• [PROBLEM REQUIREMENTS]: Among the records below, find each line containing the word "Avenue" and copy it.

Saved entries
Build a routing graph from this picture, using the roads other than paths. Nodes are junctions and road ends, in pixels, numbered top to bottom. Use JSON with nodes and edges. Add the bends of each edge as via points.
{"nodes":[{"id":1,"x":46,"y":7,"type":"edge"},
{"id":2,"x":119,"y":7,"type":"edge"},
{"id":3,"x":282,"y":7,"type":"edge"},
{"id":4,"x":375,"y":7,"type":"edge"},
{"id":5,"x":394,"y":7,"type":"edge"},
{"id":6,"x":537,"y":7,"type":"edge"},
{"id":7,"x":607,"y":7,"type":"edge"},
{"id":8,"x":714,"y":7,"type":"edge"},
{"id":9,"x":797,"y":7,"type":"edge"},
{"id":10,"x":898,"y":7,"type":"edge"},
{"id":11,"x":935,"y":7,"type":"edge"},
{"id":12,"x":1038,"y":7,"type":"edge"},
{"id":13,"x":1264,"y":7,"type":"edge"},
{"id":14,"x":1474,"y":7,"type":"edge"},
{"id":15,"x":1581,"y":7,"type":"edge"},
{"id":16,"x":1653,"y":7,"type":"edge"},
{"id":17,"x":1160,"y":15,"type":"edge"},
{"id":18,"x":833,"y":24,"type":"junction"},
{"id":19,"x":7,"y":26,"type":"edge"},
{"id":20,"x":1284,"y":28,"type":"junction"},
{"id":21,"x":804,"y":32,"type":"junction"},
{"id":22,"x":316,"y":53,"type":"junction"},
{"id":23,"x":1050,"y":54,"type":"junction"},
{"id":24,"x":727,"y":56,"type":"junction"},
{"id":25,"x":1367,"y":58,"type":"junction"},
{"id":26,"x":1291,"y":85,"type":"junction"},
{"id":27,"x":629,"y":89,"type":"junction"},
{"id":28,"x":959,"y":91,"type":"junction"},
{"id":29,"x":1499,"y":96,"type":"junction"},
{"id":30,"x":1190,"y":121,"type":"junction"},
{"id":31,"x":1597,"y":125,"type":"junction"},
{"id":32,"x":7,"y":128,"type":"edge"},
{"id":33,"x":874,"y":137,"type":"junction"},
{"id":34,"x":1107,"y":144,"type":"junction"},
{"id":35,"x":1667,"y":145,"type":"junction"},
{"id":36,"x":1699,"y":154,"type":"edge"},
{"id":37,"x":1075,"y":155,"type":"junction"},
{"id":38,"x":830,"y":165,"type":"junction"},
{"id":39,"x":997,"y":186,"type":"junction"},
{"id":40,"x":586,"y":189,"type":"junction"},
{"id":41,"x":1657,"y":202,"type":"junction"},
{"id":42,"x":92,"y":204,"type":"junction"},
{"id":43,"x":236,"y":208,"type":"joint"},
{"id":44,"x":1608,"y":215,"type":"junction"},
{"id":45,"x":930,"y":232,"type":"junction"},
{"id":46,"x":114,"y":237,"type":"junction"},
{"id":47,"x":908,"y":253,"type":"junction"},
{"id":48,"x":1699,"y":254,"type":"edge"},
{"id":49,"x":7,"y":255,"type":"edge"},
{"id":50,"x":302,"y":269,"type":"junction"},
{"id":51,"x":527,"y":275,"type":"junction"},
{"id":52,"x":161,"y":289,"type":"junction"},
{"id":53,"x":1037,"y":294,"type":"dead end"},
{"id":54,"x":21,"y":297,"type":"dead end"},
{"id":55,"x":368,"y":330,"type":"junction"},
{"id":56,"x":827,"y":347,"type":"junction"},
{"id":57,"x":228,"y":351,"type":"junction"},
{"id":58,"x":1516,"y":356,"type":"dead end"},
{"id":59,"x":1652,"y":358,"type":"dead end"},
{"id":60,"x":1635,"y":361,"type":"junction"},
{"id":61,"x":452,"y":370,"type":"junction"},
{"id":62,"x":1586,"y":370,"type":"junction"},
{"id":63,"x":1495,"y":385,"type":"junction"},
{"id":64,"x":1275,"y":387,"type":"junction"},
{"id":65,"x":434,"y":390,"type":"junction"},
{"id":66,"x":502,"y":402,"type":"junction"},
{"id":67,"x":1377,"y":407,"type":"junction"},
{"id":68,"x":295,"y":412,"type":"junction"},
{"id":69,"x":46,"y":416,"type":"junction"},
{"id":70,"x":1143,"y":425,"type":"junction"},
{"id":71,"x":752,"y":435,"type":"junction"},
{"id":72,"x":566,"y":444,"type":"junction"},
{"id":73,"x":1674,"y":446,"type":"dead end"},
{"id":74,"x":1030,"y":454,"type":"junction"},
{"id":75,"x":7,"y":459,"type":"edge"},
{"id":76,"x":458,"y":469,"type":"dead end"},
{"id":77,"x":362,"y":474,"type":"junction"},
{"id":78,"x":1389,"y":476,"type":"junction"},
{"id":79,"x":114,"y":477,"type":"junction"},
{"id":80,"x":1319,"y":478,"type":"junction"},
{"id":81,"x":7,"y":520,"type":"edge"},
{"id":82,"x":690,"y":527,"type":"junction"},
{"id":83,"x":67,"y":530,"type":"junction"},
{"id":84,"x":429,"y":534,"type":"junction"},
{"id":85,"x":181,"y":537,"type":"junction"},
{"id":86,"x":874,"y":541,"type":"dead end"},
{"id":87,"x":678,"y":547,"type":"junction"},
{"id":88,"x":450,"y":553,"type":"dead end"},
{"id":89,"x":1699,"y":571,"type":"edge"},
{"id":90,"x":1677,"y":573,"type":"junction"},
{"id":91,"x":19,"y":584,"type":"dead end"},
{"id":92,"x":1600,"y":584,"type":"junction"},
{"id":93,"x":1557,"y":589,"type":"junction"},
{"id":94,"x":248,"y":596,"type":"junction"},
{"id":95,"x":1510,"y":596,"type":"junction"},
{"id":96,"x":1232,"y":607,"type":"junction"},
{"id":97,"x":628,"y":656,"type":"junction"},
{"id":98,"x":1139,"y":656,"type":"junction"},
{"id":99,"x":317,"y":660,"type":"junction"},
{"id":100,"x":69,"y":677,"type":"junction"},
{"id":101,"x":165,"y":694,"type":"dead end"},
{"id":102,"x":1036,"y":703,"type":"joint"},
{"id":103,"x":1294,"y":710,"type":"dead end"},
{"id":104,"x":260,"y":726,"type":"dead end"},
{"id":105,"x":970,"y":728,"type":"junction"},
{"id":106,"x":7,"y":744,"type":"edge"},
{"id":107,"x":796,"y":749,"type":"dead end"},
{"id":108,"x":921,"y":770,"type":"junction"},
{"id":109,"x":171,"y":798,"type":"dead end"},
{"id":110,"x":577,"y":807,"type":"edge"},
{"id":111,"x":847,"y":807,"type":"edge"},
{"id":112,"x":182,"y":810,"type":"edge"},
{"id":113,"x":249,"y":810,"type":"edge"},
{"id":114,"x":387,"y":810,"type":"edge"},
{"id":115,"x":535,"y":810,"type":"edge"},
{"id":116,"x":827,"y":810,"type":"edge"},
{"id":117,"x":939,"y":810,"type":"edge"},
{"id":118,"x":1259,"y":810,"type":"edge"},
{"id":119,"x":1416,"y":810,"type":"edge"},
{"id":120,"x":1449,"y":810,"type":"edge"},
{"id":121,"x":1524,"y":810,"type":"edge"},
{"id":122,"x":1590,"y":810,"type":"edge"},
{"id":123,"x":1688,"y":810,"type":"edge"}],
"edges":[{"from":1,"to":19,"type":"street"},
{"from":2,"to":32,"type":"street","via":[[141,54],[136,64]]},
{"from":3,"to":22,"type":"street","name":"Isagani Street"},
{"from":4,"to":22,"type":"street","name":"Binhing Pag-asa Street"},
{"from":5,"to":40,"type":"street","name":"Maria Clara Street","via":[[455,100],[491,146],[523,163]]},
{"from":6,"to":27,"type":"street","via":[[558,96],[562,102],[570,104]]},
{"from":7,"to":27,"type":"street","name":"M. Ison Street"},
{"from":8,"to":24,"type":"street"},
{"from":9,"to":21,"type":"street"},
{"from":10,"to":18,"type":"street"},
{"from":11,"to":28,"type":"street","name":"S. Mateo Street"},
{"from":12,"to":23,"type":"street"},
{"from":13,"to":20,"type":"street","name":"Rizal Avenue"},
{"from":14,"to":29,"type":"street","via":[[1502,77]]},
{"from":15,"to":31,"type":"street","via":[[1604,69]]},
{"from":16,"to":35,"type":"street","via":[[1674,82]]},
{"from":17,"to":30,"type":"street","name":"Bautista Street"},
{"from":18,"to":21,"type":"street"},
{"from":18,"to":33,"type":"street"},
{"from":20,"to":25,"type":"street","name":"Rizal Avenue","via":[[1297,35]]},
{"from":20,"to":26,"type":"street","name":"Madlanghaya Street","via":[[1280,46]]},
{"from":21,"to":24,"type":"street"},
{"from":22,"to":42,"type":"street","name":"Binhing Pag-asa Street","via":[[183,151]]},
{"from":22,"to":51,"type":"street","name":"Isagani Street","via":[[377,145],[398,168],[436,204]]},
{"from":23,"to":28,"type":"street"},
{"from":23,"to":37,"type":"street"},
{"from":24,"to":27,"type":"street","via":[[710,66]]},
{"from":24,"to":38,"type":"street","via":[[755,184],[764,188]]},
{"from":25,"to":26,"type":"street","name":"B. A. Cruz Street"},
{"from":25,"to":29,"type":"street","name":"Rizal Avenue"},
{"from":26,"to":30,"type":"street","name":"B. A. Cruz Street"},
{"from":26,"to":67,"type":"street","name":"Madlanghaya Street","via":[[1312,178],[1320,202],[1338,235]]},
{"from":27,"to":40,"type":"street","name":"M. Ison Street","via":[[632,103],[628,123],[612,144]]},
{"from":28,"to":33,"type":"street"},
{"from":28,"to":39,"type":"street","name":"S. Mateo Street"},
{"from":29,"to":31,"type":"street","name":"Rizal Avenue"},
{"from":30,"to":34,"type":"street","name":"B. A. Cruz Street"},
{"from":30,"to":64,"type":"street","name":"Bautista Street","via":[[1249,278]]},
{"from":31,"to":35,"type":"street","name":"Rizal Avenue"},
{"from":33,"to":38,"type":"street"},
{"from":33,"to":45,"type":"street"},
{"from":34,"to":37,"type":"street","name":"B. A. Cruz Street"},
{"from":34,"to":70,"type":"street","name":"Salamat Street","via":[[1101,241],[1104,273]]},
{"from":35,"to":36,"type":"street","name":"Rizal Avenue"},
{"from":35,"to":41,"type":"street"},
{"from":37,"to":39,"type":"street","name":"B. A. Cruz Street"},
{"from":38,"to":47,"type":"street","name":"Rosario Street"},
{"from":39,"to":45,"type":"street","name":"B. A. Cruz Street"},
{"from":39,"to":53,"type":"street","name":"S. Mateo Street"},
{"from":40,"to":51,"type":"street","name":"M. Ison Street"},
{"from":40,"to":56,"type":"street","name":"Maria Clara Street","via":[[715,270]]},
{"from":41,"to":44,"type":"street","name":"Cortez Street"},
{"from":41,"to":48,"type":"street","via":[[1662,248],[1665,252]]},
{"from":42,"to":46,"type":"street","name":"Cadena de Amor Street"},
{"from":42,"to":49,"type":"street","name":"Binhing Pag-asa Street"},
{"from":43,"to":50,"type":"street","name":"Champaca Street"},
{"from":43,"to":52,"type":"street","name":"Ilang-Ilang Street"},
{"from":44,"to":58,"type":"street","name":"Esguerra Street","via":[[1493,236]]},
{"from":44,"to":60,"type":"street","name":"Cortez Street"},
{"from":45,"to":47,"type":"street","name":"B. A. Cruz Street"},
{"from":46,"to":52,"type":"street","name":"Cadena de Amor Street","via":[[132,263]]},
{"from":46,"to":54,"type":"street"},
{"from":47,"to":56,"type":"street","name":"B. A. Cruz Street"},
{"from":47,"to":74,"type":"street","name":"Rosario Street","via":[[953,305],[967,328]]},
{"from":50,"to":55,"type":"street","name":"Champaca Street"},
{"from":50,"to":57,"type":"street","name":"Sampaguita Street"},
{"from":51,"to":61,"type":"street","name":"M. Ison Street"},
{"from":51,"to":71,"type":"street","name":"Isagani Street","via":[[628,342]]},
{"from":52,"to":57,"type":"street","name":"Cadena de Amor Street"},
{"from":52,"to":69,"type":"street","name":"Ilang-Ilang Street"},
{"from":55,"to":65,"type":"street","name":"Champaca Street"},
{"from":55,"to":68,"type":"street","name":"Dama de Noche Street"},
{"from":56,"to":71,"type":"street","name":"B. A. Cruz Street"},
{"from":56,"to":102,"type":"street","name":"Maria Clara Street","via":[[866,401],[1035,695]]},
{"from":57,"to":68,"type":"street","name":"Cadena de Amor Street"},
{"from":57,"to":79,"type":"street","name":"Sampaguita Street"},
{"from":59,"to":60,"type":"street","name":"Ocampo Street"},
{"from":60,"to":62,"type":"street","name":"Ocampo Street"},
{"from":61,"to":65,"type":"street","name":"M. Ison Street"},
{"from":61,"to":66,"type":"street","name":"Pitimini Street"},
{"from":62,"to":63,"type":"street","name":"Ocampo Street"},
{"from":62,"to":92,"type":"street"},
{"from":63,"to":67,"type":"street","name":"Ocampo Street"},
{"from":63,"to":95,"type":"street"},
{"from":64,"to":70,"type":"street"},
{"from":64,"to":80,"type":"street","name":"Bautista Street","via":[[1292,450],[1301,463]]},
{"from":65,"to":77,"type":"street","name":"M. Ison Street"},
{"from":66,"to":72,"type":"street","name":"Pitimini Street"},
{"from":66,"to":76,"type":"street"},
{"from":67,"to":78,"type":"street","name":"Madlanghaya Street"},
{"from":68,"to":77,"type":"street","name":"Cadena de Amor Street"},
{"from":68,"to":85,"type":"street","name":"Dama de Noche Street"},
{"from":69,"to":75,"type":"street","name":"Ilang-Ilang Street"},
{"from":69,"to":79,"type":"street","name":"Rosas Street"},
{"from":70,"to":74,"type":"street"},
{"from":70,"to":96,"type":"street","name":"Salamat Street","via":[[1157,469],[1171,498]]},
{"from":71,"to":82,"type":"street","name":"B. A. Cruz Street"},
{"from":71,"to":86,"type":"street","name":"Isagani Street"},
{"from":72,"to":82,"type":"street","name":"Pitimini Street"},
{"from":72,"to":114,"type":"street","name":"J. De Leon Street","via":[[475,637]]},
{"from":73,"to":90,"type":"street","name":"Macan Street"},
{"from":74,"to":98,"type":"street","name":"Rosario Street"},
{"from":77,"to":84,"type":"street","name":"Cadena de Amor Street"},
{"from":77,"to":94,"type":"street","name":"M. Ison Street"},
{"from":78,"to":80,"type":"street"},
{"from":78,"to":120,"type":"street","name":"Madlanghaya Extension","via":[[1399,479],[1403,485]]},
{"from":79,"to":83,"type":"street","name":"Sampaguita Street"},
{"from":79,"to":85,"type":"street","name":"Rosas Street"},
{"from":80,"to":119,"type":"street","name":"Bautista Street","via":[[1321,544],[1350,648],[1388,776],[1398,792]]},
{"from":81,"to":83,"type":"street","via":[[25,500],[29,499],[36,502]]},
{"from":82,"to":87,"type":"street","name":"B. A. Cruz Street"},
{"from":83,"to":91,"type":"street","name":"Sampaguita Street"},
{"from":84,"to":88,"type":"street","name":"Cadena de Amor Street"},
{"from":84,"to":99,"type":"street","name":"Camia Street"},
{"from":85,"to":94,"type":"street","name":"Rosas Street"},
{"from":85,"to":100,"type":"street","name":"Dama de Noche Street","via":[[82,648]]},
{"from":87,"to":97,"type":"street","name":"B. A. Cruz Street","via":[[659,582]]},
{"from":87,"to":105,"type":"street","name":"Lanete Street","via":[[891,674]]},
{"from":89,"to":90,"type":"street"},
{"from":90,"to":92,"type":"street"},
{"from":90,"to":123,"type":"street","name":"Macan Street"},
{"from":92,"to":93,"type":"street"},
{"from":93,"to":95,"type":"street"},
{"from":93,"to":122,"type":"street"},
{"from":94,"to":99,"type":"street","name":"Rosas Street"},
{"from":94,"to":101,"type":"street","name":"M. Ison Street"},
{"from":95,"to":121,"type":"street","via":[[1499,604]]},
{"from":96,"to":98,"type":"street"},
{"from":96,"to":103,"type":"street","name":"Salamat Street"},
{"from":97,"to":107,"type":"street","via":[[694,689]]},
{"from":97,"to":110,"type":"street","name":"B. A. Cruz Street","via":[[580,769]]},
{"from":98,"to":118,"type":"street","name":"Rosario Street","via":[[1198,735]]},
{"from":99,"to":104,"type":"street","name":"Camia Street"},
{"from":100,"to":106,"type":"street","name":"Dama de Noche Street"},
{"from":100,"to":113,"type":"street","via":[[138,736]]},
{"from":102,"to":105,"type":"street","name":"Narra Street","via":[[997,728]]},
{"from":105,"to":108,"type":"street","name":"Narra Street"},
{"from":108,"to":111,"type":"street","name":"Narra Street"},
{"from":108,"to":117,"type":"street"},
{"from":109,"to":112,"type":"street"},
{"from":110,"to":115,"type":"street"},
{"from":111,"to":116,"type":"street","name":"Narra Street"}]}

• [TASK SOLUTION]:
{"from":13,"to":20,"type":"street","name":"Rizal Avenue"},
{"from":20,"to":25,"type":"street","name":"Rizal Avenue","via":[[1297,35]]},
{"from":25,"to":29,"type":"street","name":"Rizal Avenue"},
{"from":29,"to":31,"type":"street","name":"Rizal Avenue"},
{"from":31,"to":35,"type":"street","name":"Rizal Avenue"},
{"from":35,"to":36,"type":"street","name":"Rizal Avenue"},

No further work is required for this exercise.